This will be an open panel/moderated discussion. Instead of
appointing a small number of people to officially be on the panel, I
will encourage anyone who wants to speak up about their thoughts on the
issue to either email me before the conference or sign up during the
conference to talk about this.
During the mid-March week of New York Governor Eliot
Spitzer's downfall, sex workers and sex worker organizations in New York
and around the country were bombarded by media requests for comment
about Spitzer, the sex worker linked to his "downfall," and prostitution
in general. Sex worker organizers banded
together to release several press statements that got wide attention and
garnered many media appearances. In this session, I will give an
overview of what happened in the media and participants will be
encouraged to speak about their experiences of consuming the media
related to the scandal as well as their participation in creating it as
both interview subjects and writers of blogs, makers of videos, et
cetera. We will analyze our responses and tactics used on us and will
discuss ways to manage future media events. We will also debate the
merits of being interviewed by mainstream media, and will start to build
a tool box of suggestions for handling media requests.

SATURDAY
3:35pm-5:05pm
PLENARY
Creating Sex Worker run direct service programs
"The St. James Infirmary Clinic Model":
Creating Sex Worker run
direct service programs in collaboration with health departments,
community based organizations and health service providers in your local
area.”
PRESENTER BIOGRAPHY:
This workshop/s will be facilitated by two long term Staff
and Community Members (that is only Current/former Sex Workers will
facilitate). Naomi Akers, Executive DirectorSt. James InfirmarySt. James
Infirmary and Daniel Wilson Community Harm Reduction Representative and
City Clinic representative.
PRESENTATION
DESCRIPTION:
The training will be a basic overview of the history and
elements of the St. James Infirmary model including: developing and
writing a business/program plan, developing agency and collaborative
Memorandum of Understanding, evaluation, budget proposals, grant
writing, sample government contract monitoring evaluation, direct
service provision, recruiting and training staff. To maximize the
effectiveness of this training, an abbreviated toolkit (handouts) will
be included in either hard and/or digital format.

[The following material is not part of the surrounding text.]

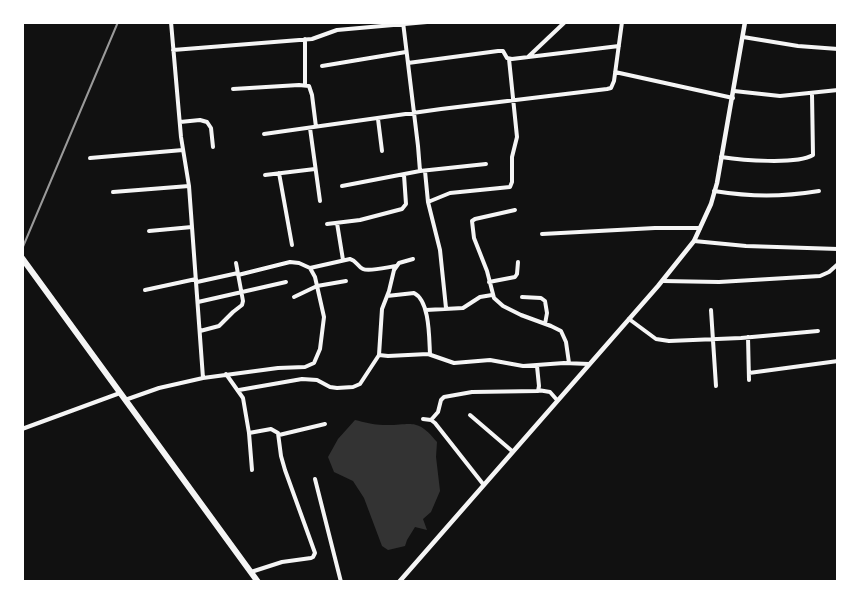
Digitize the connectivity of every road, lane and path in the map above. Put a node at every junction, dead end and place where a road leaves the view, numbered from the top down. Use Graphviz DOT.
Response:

"Infiltration: Use the existing system to start a program"
PRESENTER BIOGRAPHY:
Cyndee Clay from HIPS: "I have been working with/by/and for sex workers
since I first joined HIPS as a volunteer over 12 years ago. During that
time, I have worked to include sex workers in the conversations and
actions that happen around issues important to sex workers. I am
currently the Executive Director of HIPS.
PRESENTATION DESCRIPTION:
Whether it be a legal clinic, support group, outreach program
-- sex workers can ally with existing non-profit organizations to
increase local support for sex work needs and issues. This presentation
will discuss ways to approach existing non-profits, women’s groups and
medical or health centers in your area, how to "piggy-back" on their
existing resources in order to meet your needs and goals, and potential
issues and pitfalls of dealing "with the system", and ideas to overcome
them to create new resources for sex workers in your community.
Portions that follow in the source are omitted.